BALDWIN: But by the slimmest of margins in North Carolina. Brianna Keilar was reporting this, it was 0.3 percent.

Second topic, a former Obama administration official now throwing in her hat for the U.S. Senate.

STEINHAUSER: Elizabeth Warren is her name. You all may be a little familiar with her because she used to work right here in Washington D.C. for the Obama administration. She was the head of the consumer protection -- I'm sorry, the consumer financial protection bureau. I wanted to get that right and messed it up. She basically developed that consumer protection financial bureau.

And she went back to Harvard university, where she's a law school professor and today, she announced for the Senate. They're now eight Democrats up there running for the Senate nomination next year and one wants to be the winner to go against Scott Brown, the Republican senator up there. Remember, he won that special election last January to fill the seat of the late Ted Kennedy. This seat has been in democratic hands for generations. They think they can grab it back.

BALDWIN: Speaking of historically Democratic areas, let's talk New York. We're reporting on this yesterday that the special election for Congressman Weiner's old seat is close, and now we've learned Republican Mr.
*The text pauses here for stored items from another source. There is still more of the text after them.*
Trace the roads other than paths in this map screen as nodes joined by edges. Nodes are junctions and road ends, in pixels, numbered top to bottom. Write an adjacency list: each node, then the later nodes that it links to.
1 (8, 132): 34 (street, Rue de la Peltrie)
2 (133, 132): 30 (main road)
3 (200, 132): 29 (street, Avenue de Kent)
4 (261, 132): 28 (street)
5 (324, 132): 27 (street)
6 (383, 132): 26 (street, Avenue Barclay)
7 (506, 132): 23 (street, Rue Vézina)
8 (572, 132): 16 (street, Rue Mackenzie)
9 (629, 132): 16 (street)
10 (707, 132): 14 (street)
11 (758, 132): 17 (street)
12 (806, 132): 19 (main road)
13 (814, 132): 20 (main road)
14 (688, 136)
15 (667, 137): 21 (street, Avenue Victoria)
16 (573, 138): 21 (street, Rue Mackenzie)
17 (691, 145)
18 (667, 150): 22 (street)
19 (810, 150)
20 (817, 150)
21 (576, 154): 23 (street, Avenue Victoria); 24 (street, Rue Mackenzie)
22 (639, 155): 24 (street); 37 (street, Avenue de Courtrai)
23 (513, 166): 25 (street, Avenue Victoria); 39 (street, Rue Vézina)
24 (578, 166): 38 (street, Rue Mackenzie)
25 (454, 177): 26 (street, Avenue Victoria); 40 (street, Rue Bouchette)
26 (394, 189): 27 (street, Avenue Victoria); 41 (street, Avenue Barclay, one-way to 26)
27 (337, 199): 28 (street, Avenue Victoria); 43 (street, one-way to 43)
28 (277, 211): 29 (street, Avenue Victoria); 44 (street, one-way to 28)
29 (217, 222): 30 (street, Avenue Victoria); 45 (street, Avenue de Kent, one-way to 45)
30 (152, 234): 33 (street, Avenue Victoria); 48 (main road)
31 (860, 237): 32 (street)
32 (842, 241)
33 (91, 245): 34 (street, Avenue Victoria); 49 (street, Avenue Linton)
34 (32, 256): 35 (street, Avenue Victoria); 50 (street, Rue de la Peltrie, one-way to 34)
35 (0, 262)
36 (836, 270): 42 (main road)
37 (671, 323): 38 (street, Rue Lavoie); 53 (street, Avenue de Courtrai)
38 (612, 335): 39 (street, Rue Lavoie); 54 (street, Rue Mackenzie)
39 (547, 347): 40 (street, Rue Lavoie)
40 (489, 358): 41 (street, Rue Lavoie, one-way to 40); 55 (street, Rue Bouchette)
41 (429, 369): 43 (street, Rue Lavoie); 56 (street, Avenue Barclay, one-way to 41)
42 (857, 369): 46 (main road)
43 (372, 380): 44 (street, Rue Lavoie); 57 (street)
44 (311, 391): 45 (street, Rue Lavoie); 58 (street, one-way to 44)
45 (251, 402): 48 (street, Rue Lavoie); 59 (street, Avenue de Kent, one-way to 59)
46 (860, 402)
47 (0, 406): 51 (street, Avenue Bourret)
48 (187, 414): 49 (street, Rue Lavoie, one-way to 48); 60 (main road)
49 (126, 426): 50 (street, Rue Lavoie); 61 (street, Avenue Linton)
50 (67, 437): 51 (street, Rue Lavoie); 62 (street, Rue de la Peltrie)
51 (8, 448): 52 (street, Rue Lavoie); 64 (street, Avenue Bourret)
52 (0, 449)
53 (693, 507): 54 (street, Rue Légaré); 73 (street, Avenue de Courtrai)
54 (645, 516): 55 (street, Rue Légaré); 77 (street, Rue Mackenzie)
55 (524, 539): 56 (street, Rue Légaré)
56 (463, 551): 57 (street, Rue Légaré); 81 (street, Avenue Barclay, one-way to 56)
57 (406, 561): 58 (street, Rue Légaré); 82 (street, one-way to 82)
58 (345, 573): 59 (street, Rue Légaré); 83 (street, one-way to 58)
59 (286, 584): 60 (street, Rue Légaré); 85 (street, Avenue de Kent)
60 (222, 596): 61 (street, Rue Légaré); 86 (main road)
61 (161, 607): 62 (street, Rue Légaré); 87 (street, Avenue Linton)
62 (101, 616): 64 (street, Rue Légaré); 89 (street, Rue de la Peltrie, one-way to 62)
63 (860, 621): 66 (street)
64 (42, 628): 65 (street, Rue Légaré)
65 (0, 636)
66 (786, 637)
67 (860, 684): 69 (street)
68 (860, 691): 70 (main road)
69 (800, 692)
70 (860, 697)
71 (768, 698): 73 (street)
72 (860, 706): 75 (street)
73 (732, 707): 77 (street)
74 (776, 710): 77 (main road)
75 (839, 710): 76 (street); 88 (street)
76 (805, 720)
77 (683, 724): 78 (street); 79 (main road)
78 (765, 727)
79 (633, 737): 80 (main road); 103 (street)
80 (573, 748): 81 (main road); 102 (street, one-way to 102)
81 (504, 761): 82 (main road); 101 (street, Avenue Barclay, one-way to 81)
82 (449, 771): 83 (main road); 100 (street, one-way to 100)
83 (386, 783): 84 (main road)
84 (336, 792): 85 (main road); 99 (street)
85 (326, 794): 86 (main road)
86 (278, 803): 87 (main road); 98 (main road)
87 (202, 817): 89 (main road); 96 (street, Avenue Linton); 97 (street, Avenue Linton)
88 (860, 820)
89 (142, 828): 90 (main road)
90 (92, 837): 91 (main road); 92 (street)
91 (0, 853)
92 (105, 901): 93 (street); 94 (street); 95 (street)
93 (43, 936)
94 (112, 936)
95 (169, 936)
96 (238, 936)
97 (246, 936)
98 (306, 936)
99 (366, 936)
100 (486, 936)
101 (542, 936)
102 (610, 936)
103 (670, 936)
Turner took it.


And this -- basically, you look at this district in New York city in the boroughs, partially Queens and Brooklyn, overwhelmingly a Democratic district, three to one for the Democrats. But the Republicans tried to tie the Democratic candidate in this race to President Obama, tried to make it a referendum on President Obama. Yes, there were local issues in the area. But the Republican came out a winner.

And they won that other special election in Nevada. Republicans are crowing right now. They are very happy. They're saying this is a referendum on president Obama. Democrats say these are special elections and they really don't have a bearing on what's going to happen next year in 2012. They may have a point, because back in '09 and '10, the Democrats won a lot of special elections, but they didn't do so well last year in the midterm elections, did they, Brooke?

BALDWIN: No, that's a good point. We can't really say it's a harbinger of things to come. Paul Steinhauser, thank you very much. Nice job taking Wolf's spot, by the way. Come back any time. That is your Political Ticker nor this hour.